> **EXERCISE DESCRIPTION**
The answer must be a single number: how many lines in the records below contain the word "Korkut".

> **DATA EXTRACTS**
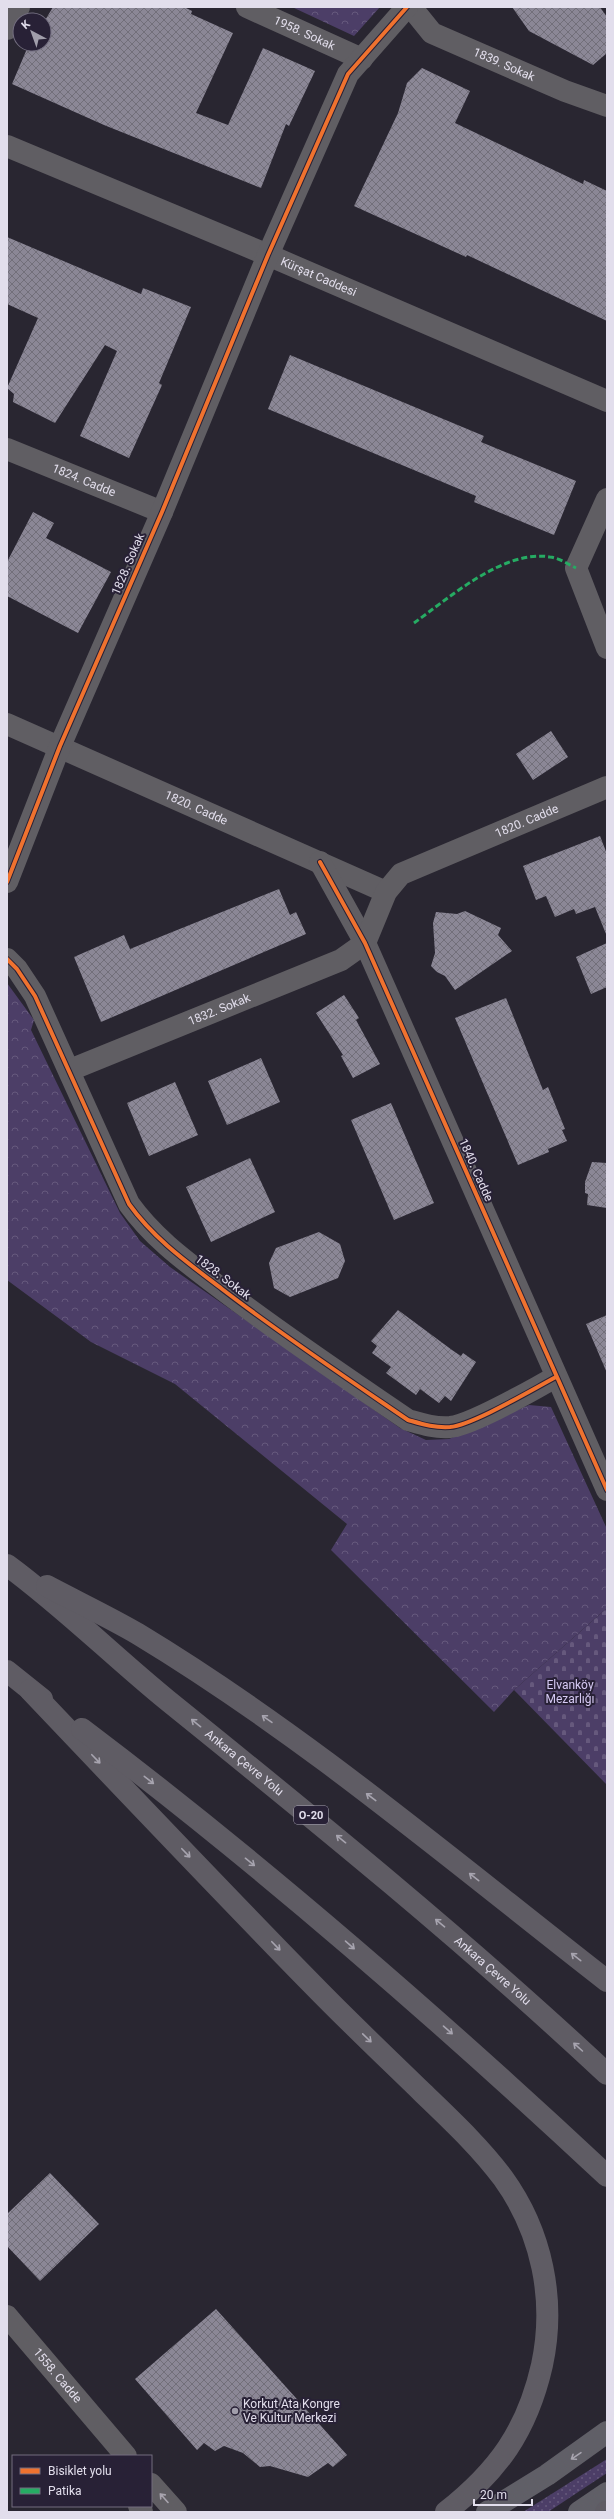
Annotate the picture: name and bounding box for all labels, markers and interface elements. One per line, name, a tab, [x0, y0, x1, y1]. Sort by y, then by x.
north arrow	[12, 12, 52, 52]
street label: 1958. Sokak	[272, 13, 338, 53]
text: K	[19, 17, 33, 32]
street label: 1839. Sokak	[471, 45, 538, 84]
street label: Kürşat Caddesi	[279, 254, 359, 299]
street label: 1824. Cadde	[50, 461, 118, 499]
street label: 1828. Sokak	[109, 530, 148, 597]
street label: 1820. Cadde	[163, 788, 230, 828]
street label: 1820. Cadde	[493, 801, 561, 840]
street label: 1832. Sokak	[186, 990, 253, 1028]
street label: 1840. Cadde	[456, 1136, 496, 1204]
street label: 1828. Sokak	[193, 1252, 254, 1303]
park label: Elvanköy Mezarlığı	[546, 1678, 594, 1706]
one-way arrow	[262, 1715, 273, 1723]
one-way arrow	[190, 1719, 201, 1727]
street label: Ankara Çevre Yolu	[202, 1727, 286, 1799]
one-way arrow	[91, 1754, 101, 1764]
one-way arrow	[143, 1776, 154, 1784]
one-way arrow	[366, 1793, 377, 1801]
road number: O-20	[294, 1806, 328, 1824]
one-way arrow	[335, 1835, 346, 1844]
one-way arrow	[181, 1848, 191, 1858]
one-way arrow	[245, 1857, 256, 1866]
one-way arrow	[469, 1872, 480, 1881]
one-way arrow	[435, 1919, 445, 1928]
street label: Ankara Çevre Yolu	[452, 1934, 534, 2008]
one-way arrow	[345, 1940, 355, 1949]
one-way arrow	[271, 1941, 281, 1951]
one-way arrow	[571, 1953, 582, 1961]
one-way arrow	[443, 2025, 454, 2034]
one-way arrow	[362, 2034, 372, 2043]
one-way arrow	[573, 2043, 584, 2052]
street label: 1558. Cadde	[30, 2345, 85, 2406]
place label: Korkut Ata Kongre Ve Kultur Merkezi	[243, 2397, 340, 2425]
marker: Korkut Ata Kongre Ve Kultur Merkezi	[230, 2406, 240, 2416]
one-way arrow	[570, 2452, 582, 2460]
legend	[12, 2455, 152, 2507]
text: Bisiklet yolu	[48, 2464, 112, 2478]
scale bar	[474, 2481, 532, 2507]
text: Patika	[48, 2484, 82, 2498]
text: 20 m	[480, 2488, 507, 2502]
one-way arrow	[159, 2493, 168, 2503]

> **YOUR SOLUTION**
2